Segment Start: WORKING DATA
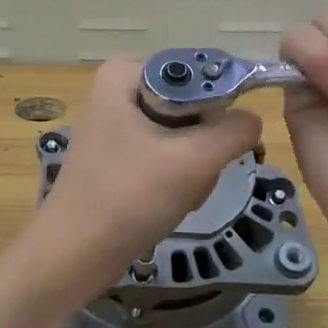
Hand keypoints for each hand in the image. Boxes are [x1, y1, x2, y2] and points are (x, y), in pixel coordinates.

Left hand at [34, 58, 262, 293]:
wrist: (75, 254)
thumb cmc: (129, 197)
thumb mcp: (194, 160)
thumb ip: (235, 131)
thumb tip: (252, 119)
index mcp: (125, 73)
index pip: (199, 75)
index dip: (217, 110)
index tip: (214, 146)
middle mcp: (118, 91)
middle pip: (192, 108)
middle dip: (201, 148)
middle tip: (191, 178)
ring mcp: (116, 126)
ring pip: (183, 137)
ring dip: (192, 170)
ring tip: (176, 196)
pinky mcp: (118, 157)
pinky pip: (165, 158)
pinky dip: (175, 182)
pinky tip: (166, 205)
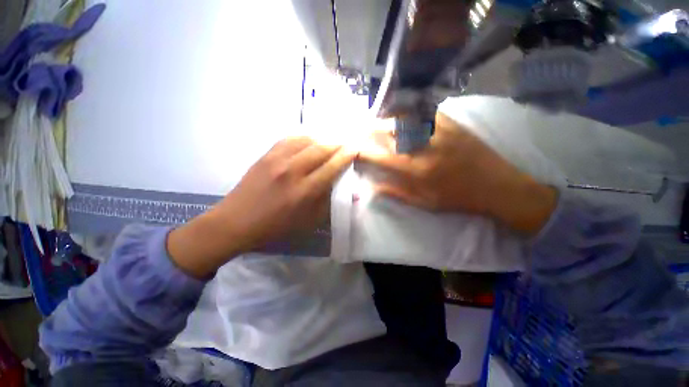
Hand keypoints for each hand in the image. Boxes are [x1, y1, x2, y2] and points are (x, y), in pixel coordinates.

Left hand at [168, 138, 354, 277]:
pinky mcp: (266, 155)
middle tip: (346, 142)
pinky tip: (310, 140)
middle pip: (321, 149)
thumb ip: (328, 203)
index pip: (332, 166)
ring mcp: (277, 160)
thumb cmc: (276, 226)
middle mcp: (293, 171)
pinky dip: (304, 137)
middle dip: (337, 144)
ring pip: (306, 140)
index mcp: (305, 191)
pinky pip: (289, 139)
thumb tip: (347, 191)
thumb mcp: (308, 222)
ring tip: (330, 141)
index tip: (355, 149)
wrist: (237, 221)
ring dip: (322, 139)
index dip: (346, 155)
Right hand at [358, 112, 556, 234]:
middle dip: (371, 130)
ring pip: (404, 118)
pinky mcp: (452, 123)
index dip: (363, 151)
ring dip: (387, 120)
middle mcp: (424, 147)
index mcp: (416, 170)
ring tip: (380, 124)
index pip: (380, 156)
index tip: (354, 149)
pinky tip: (405, 117)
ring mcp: (439, 131)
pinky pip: (424, 112)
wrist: (498, 186)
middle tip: (362, 131)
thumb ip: (396, 193)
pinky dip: (409, 114)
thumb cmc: (458, 198)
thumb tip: (371, 187)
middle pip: (389, 131)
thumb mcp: (424, 203)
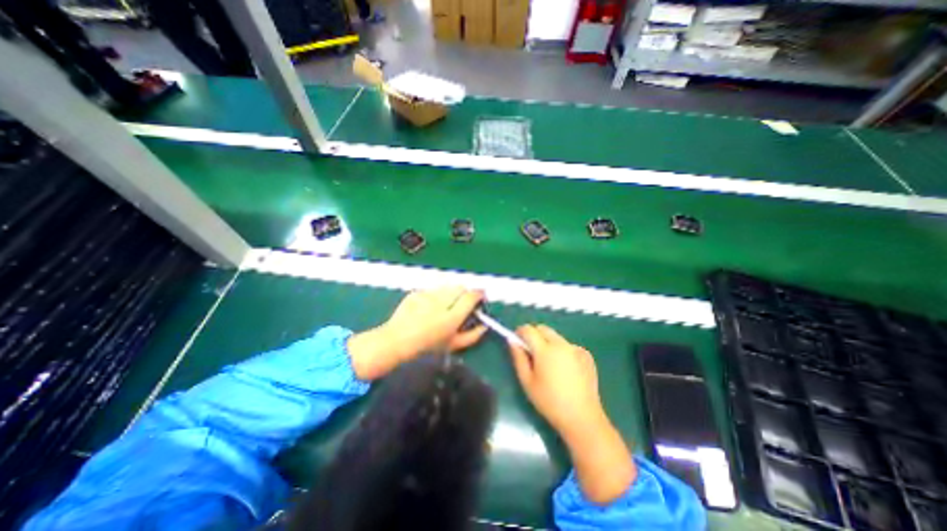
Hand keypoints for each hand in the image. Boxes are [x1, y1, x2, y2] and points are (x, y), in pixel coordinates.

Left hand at [346, 289, 483, 378]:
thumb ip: (472, 336)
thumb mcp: (453, 345)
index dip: (479, 293)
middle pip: (460, 287)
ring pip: (447, 287)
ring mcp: (427, 295)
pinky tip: (429, 306)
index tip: (481, 296)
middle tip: (463, 301)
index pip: (471, 296)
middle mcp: (440, 303)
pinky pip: (433, 289)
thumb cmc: (428, 346)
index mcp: (451, 317)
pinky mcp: (417, 292)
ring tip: (445, 304)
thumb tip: (485, 326)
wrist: (397, 340)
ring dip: (451, 292)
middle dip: (465, 292)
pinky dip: (436, 295)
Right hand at [506, 326, 630, 502]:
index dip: (520, 332)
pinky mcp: (586, 355)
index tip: (518, 341)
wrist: (582, 418)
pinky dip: (563, 351)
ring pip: (556, 337)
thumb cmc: (549, 402)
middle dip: (534, 335)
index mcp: (545, 350)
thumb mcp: (527, 381)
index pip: (529, 329)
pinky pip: (568, 346)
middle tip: (532, 353)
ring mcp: (576, 348)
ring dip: (549, 343)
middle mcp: (561, 344)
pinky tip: (566, 370)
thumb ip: (518, 358)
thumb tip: (512, 340)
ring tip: (550, 365)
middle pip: (543, 329)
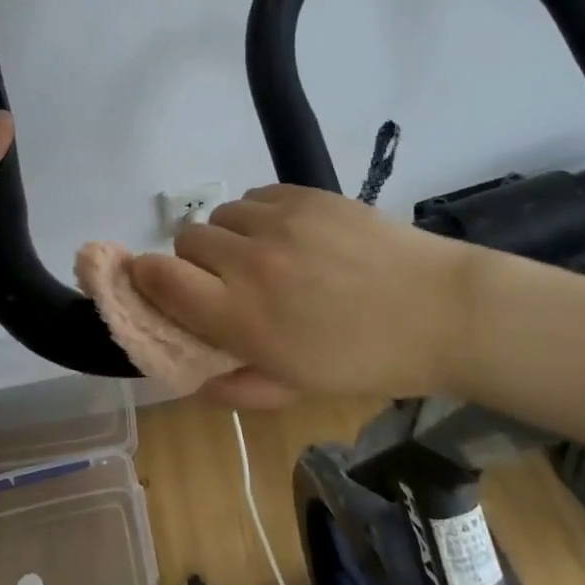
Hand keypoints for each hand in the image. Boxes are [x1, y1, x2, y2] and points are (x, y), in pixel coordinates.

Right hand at [129, 185, 500, 405]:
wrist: (438, 309)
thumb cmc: (367, 360)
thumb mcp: (299, 389)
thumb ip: (237, 386)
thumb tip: (192, 377)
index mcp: (243, 317)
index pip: (161, 279)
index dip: (146, 277)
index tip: (153, 283)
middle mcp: (250, 262)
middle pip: (186, 238)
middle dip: (195, 261)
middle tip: (227, 280)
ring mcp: (278, 221)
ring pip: (221, 214)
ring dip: (230, 236)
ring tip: (265, 255)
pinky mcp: (304, 194)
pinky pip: (255, 196)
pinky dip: (260, 215)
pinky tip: (291, 235)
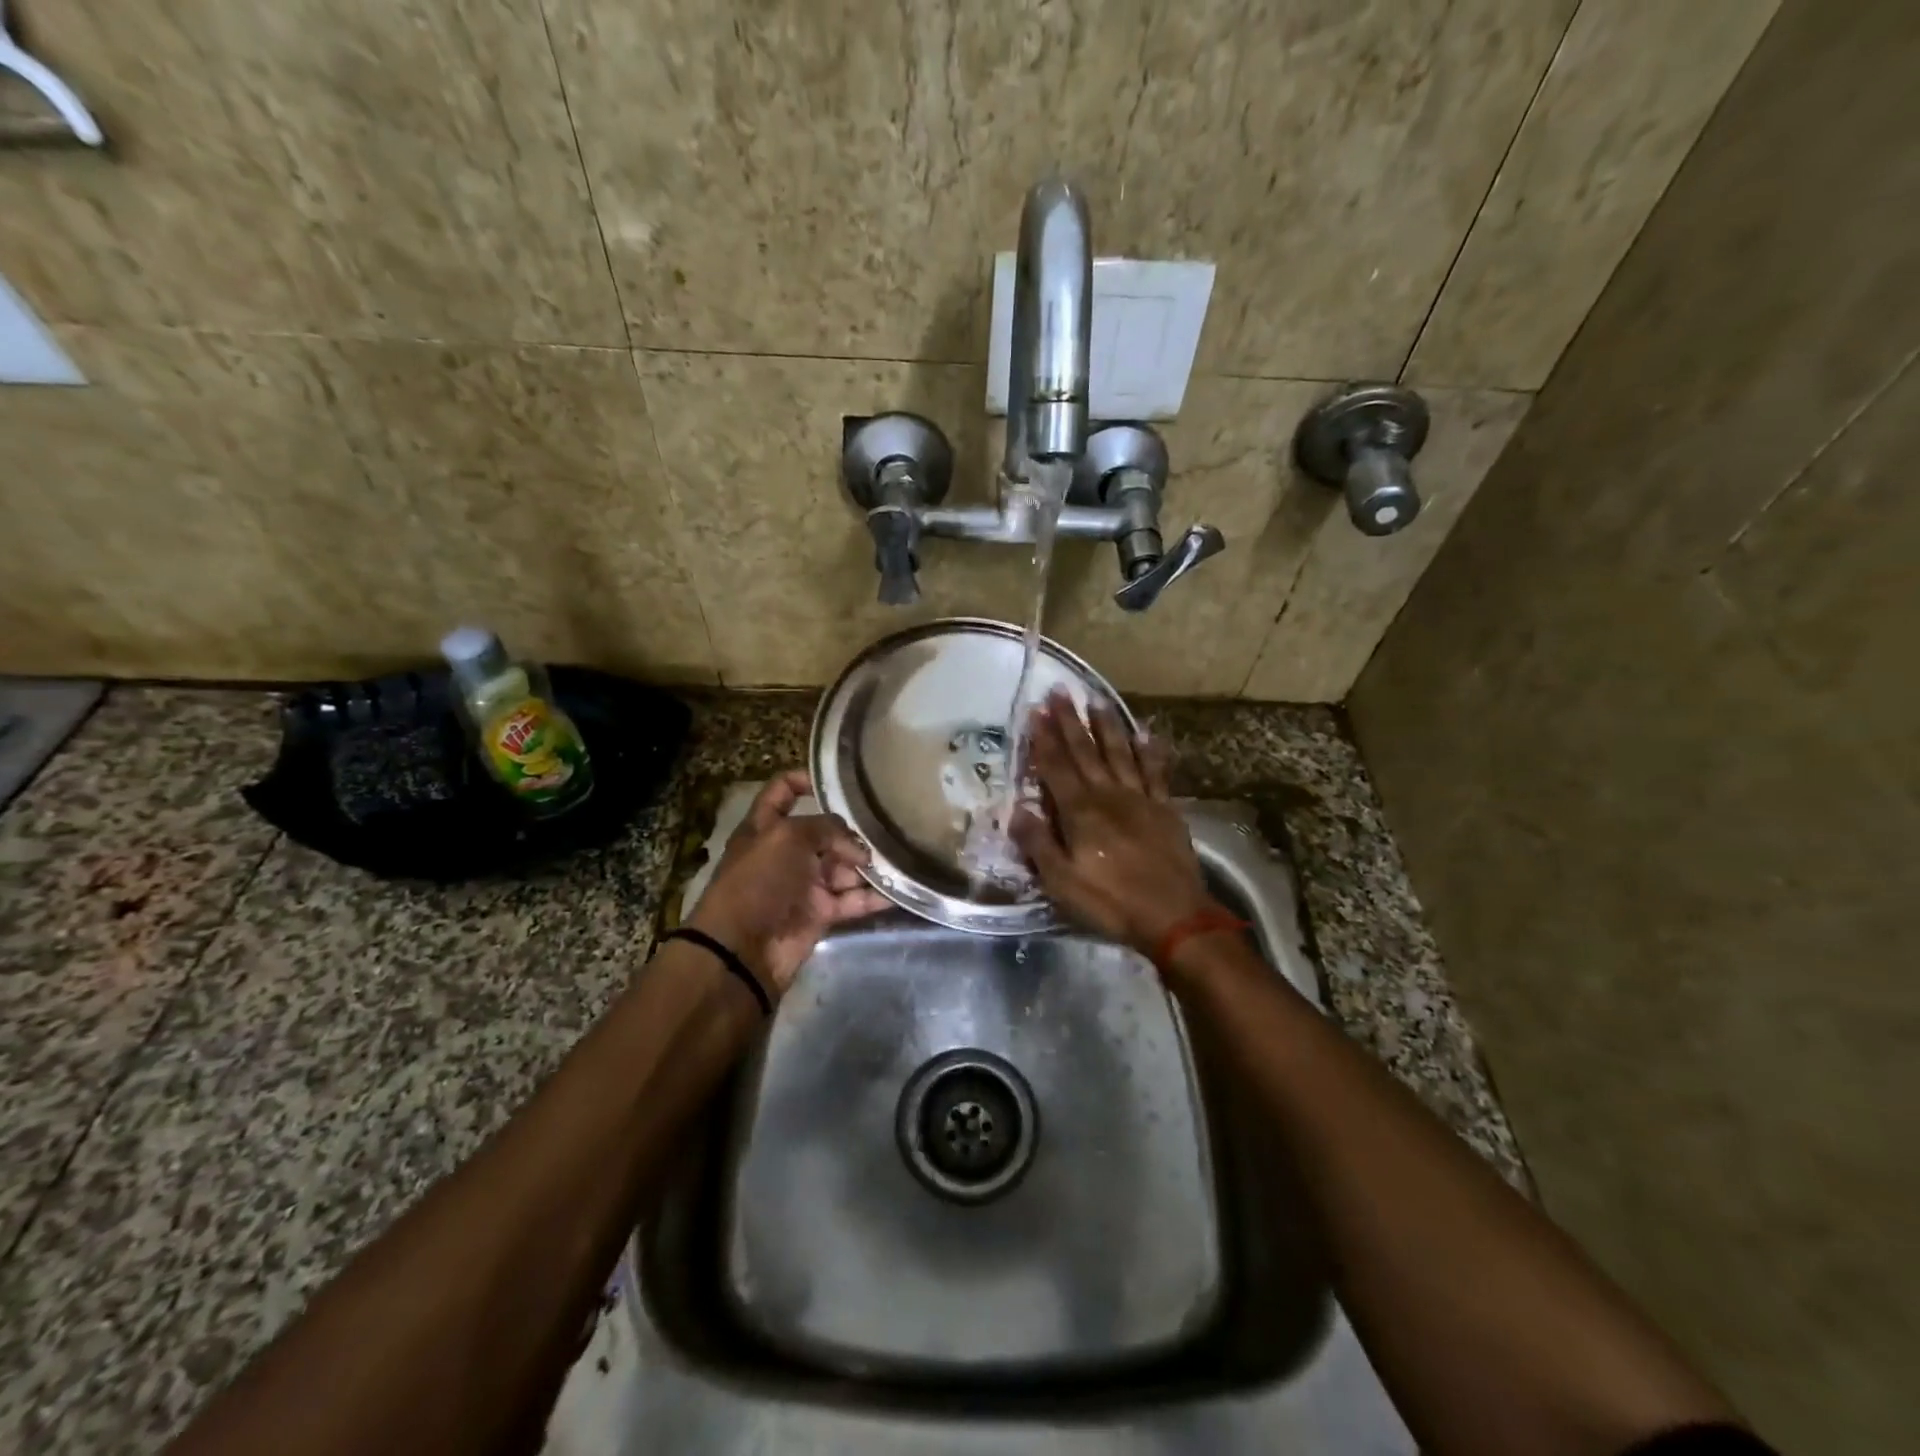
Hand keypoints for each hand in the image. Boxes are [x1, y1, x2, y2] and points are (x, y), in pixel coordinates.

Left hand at [686, 771, 890, 997]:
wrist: (742, 951)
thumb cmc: (758, 882)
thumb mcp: (787, 838)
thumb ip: (826, 828)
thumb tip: (857, 847)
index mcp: (767, 826)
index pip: (783, 790)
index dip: (807, 779)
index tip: (842, 780)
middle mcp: (786, 852)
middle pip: (825, 832)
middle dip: (853, 832)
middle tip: (883, 831)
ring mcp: (804, 884)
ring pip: (844, 866)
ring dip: (868, 864)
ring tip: (898, 859)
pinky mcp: (820, 913)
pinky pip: (852, 899)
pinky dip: (873, 896)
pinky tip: (898, 889)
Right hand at [1010, 691, 1221, 958]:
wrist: (1175, 917)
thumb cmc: (1111, 902)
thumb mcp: (1062, 882)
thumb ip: (1038, 843)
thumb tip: (1016, 810)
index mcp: (1080, 812)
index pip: (1056, 767)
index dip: (1043, 738)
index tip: (1035, 710)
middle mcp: (1108, 795)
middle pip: (1085, 751)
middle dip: (1069, 721)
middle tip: (1060, 691)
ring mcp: (1140, 799)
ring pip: (1119, 753)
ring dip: (1106, 726)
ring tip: (1096, 700)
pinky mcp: (1165, 809)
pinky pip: (1155, 772)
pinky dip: (1149, 751)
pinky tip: (1146, 734)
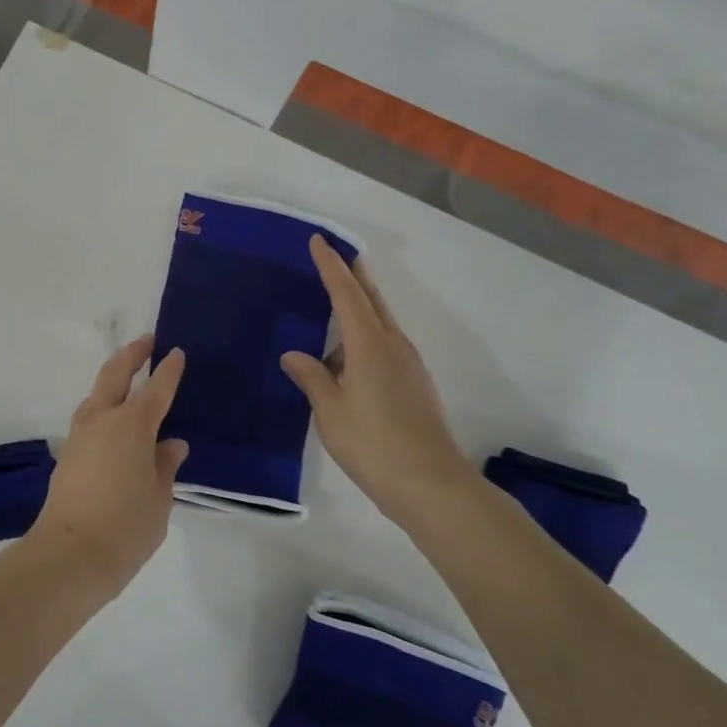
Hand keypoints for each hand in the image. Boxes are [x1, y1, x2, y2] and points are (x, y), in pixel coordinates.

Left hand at [30, 335, 187, 595]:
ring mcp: (80, 434)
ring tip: (129, 377)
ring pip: (97, 392)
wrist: (69, 554)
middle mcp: (102, 419)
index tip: (176, 352)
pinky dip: (103, 405)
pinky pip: (89, 416)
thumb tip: (171, 444)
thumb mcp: (160, 498)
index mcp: (132, 425)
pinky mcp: (67, 452)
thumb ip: (165, 465)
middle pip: (115, 374)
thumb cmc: (126, 526)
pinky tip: (113, 420)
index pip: (156, 389)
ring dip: (113, 378)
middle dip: (132, 354)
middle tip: (147, 342)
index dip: (168, 370)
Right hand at [280, 235, 473, 521]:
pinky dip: (363, 336)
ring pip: (379, 323)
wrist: (432, 486)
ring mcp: (408, 366)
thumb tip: (294, 355)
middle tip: (335, 255)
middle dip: (353, 275)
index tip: (319, 240)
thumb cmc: (374, 444)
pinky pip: (383, 345)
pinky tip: (346, 357)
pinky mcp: (413, 385)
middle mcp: (392, 346)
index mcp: (369, 345)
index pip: (346, 294)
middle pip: (371, 300)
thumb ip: (311, 377)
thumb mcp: (330, 411)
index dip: (331, 266)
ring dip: (359, 306)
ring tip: (332, 306)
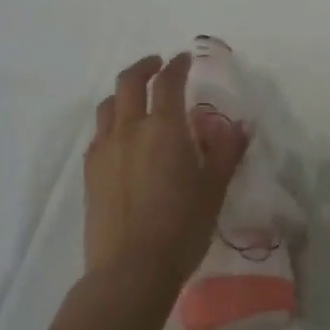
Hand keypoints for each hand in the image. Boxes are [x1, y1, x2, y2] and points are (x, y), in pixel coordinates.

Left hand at [84, 54, 248, 292]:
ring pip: (108, 105)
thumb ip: (226, 152)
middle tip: (157, 65)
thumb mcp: (214, 189)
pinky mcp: (89, 172)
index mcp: (164, 127)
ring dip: (123, 93)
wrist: (130, 270)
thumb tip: (240, 126)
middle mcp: (130, 129)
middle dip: (144, 66)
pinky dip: (111, 122)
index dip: (177, 65)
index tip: (183, 59)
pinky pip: (99, 133)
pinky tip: (121, 138)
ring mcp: (105, 149)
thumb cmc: (182, 227)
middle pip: (128, 82)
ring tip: (136, 99)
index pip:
Segment End: WORKING DATA
• TASK INSTRUCTIONS:
As the answer, set down only the lines from the data above between the one holding "pinky pip: (89, 416)" and the one holding "thumb tip: (294, 355)", inclusive, exactly as they read.

• RESPONSE FOR THIS EXERCISE:
pinky pip: (89, 416)
thumb tip: (171, 444)
thumb mcp: (160, 498)
index mcp: (132, 425)
pinky mcp: (67, 452)
thumb ip: (165, 465)
middle pip: (115, 374)
thumb cmc: (126, 526)
pinky tip: (113, 420)
index pip: (156, 389)
ring dip: (113, 378)
middle dip: (132, 354)
middle tip: (147, 342)
index dip: (168, 370)
Right hand at [280, 235, 473, 521]:
pinky dip: (363, 336)
ring pip: (379, 323)
wrist: (432, 486)
ring mcp: (408, 366)
thumb tip: (294, 355)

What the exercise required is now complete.